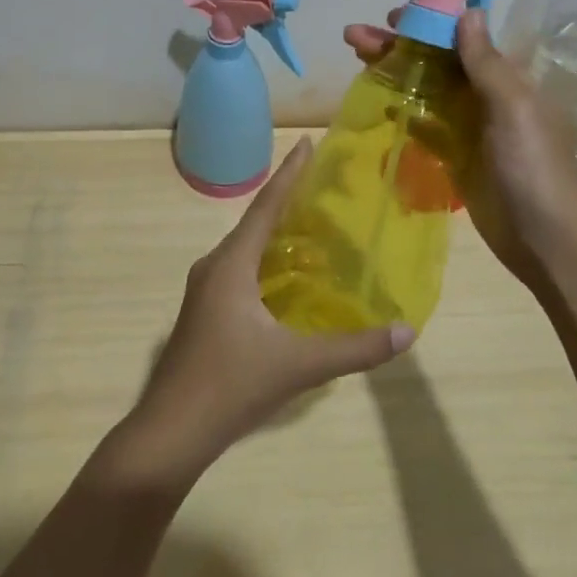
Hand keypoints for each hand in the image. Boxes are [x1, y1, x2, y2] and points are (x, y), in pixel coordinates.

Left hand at [127, 138, 414, 478]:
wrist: (170, 432)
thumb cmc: (230, 385)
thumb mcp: (298, 365)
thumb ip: (354, 348)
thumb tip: (406, 331)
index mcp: (231, 265)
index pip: (266, 207)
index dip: (289, 174)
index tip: (306, 144)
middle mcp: (215, 267)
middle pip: (255, 223)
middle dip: (287, 201)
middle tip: (323, 187)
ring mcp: (205, 291)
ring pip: (246, 250)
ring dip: (275, 234)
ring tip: (312, 227)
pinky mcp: (205, 313)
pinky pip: (240, 271)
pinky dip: (266, 262)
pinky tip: (287, 279)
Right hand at [344, 8, 576, 296]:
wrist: (543, 238)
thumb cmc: (532, 165)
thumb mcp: (513, 107)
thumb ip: (486, 62)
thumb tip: (469, 11)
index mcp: (506, 77)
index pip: (460, 38)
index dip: (426, 23)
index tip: (390, 16)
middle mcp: (486, 95)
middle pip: (436, 61)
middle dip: (397, 46)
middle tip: (353, 36)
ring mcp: (470, 126)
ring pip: (426, 89)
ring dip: (395, 73)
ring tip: (356, 58)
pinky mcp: (456, 155)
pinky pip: (425, 124)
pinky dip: (404, 110)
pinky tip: (378, 102)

→ **Assignment**: Repeat the lines above exactly, and keep every picture out.

→ **Output below**:
Hand keypoints for each hand in the image. Boxes are [x1, y1, x2, y2] and points are (x, y), in pixel coordinates.

Left hand at [127, 138, 414, 478]:
wrist: (170, 432)
thumb cmc: (230, 385)
thumb mcp: (298, 365)
thumb ip: (354, 348)
thumb tip: (406, 331)
index mcp: (231, 265)
index pip: (266, 207)
index dip: (289, 174)
index tip: (306, 144)
middle mcp: (215, 267)
middle pip: (255, 223)
middle dip: (287, 201)
middle tip: (323, 187)
ring mcp: (205, 291)
ring pip: (246, 250)
ring dip: (275, 234)
ring tip: (312, 227)
pinky mcp: (205, 313)
pinky pip: (240, 271)
pinky dip: (266, 262)
pinky tip: (287, 279)
Right hand at [344, 8, 576, 296]:
wrist: (543, 238)
thumb cmc: (532, 165)
thumb mcp: (513, 107)
thumb ip: (486, 62)
thumb tip: (469, 11)
index mcp: (506, 77)
index pip: (460, 38)
index dip: (426, 23)
index tip: (390, 16)
middle mcp: (486, 95)
middle pip: (436, 61)
middle dip: (397, 46)
middle tip: (353, 36)
ring mcp: (470, 126)
ring pip: (426, 89)
ring dip: (395, 73)
ring tip: (356, 58)
pinky mcp: (456, 155)
pinky pip: (425, 124)
pinky dip: (404, 110)
pinky tip: (378, 102)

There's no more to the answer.